Did you read my tips on how to study and
learn Math 1500? If not, here is a link to those important suggestions: These are tips for the second assignment in the Distance/Online Math 1500 course, but I strongly recommend that you do this assignment as homework even if you are taking the classroom lecture section of the course. These assignments are very good (and challenging)
practice. The first assignment is a great way to build and review key skills that will be helpful for this course. Here is a link to the actual assignment, in case you don't have it: You need to study Lesson 2 (Limits), Lesson 3 (Continuity), Lesson 4 (The Definition of Derivative), and Lesson 5 (The Differentiation Rules) from my Intro Calculus book to prepare for this assignment. Don't have my book or audio? You can download a free sample of my book and audio lectures containing Lessons 1 and 2: This question uses definitions I don't discuss in my book but I think it is kind of obvious which graph is which here (there is one of each). If you look at the graph I drew at the start of my Limits Lesson on page 32, x = -1 is a removable discontinuity because we
could "fix" that discontinuity by filling that hole with a dot; x = 2 is a jump discontinuity because the graph jumps from one location (y = 4) to an entirely new location (y = -1); x = 4 is an infinite discontinuity because the graph is flying away to infinity or negative infinity as it approaches 4. There is certainly a typo in this question.

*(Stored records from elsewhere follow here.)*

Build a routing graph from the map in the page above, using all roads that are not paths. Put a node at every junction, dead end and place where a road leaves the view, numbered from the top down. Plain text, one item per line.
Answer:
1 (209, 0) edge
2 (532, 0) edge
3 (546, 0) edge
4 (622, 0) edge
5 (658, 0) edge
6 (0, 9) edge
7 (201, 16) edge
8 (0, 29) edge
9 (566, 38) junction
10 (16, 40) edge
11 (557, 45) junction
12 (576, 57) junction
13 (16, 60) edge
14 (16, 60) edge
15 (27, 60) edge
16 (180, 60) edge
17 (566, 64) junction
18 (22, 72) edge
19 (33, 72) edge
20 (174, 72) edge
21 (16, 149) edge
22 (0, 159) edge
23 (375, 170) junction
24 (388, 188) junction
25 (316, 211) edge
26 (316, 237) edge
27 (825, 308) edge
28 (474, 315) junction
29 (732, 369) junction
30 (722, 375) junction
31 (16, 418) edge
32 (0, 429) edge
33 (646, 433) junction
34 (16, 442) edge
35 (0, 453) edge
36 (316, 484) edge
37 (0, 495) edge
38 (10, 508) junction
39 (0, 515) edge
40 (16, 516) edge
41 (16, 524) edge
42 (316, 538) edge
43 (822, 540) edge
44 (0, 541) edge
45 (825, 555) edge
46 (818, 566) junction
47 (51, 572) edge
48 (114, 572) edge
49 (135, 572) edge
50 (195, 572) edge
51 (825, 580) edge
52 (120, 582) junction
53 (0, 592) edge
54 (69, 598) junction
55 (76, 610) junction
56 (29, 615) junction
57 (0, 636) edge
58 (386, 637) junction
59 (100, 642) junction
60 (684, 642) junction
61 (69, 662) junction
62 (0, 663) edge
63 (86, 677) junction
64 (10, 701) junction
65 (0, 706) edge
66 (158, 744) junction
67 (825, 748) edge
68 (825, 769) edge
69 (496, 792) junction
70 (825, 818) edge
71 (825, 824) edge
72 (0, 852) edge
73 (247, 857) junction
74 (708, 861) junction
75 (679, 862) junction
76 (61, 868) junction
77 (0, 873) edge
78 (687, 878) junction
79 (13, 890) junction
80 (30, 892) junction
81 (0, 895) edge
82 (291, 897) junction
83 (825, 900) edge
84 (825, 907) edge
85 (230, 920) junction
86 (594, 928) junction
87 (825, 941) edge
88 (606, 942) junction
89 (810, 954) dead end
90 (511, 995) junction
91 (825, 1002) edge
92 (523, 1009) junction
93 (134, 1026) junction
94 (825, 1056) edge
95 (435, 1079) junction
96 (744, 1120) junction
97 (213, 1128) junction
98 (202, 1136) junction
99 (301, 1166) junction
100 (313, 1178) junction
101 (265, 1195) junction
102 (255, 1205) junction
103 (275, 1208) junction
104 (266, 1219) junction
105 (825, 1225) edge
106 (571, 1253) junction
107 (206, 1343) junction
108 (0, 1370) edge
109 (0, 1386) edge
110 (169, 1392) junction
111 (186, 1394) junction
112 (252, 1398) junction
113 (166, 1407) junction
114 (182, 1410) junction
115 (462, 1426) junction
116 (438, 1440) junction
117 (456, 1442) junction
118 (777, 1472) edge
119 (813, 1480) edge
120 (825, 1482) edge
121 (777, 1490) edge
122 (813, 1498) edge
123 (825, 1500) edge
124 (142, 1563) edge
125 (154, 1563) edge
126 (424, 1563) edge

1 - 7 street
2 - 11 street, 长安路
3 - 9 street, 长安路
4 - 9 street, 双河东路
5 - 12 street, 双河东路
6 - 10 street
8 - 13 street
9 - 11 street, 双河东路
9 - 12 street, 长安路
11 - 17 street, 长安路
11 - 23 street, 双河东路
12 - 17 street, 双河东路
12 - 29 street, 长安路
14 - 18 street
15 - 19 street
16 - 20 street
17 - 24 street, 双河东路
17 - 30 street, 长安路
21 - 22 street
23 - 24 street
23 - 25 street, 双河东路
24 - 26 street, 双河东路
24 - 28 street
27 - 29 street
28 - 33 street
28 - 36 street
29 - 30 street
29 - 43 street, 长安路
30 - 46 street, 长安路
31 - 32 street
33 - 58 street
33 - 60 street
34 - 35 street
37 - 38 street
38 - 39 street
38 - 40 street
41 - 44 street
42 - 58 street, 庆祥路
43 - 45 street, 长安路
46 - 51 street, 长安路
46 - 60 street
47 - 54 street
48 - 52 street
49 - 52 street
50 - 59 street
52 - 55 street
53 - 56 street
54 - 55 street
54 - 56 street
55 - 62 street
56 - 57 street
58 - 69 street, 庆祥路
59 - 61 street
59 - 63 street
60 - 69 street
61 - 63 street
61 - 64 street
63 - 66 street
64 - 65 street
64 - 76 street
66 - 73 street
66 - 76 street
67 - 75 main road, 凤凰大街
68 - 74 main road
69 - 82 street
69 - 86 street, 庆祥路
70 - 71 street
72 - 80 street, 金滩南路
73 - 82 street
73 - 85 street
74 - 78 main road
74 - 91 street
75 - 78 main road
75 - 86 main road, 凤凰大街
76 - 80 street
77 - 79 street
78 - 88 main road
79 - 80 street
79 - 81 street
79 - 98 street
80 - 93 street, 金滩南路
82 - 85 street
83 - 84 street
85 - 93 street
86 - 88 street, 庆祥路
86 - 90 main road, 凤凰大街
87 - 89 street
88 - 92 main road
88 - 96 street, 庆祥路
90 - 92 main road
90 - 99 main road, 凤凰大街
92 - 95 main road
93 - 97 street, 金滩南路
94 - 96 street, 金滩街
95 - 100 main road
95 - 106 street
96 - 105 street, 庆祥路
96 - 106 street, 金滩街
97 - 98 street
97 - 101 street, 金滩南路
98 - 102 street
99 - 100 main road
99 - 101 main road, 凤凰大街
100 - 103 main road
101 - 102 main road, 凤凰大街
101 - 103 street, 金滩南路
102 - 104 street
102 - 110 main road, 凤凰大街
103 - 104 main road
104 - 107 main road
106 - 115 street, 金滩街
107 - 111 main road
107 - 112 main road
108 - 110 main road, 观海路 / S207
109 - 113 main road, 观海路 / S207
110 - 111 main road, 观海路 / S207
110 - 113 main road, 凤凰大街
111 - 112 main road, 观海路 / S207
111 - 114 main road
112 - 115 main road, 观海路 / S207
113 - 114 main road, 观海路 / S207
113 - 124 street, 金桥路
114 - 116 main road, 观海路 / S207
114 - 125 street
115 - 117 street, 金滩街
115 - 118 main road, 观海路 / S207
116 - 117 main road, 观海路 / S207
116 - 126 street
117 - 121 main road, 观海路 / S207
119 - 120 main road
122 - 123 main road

There is absolutely nothing wrong with the function given in part (b), and it is continuous at -1. I believe that it is a typo and that they meant that part to be the greatest integer
function. CONTACT THE PROF and notify him that something is wrong with part (b).
In general, Question 2 can be solved if you use the three steps to check continuity and then visualize what the limits tell you about the graph.
- If the limit exists (which is to say, if the limit is the same from both sides), yet the function is discontinuous at x = -1 (perhaps because f(-1) is undefined), that
would indicate the graph connects to a hole from both sides. That is a removable discontinuity.
- If the limit goes to infinity or negative infinity on either side, that is obviously an infinite discontinuity.
- If the limit goes to one finite value as you approach from the left, but a different finite value as you approach from the right, that is a jump discontinuity.
I believe they
meant to put double square brackets around the function in part (b) to denote the greatest integer function. Again, contact the prof to find out what part (b) should really say.
I assume they meant to write in part (b): [[x+1]] which means the greatest integer of x+1.
For example:
[[x]] is computing the greatest integer of x.
Visualize a number line where you have marked off all the integers: ... -3, -2, -1, 0, 1, 2, 3 ... Place x on that number line, [[x]] is the nearest integer to x that is no larger than x itself (the closest integer that is less than or equal to x).
Here are some examples:
- [[ 2.6 ]] = 2 since 2.6 lies between 2 and 3 on the number line. 2 is the nearest
integer that is less than or equal to 2.6.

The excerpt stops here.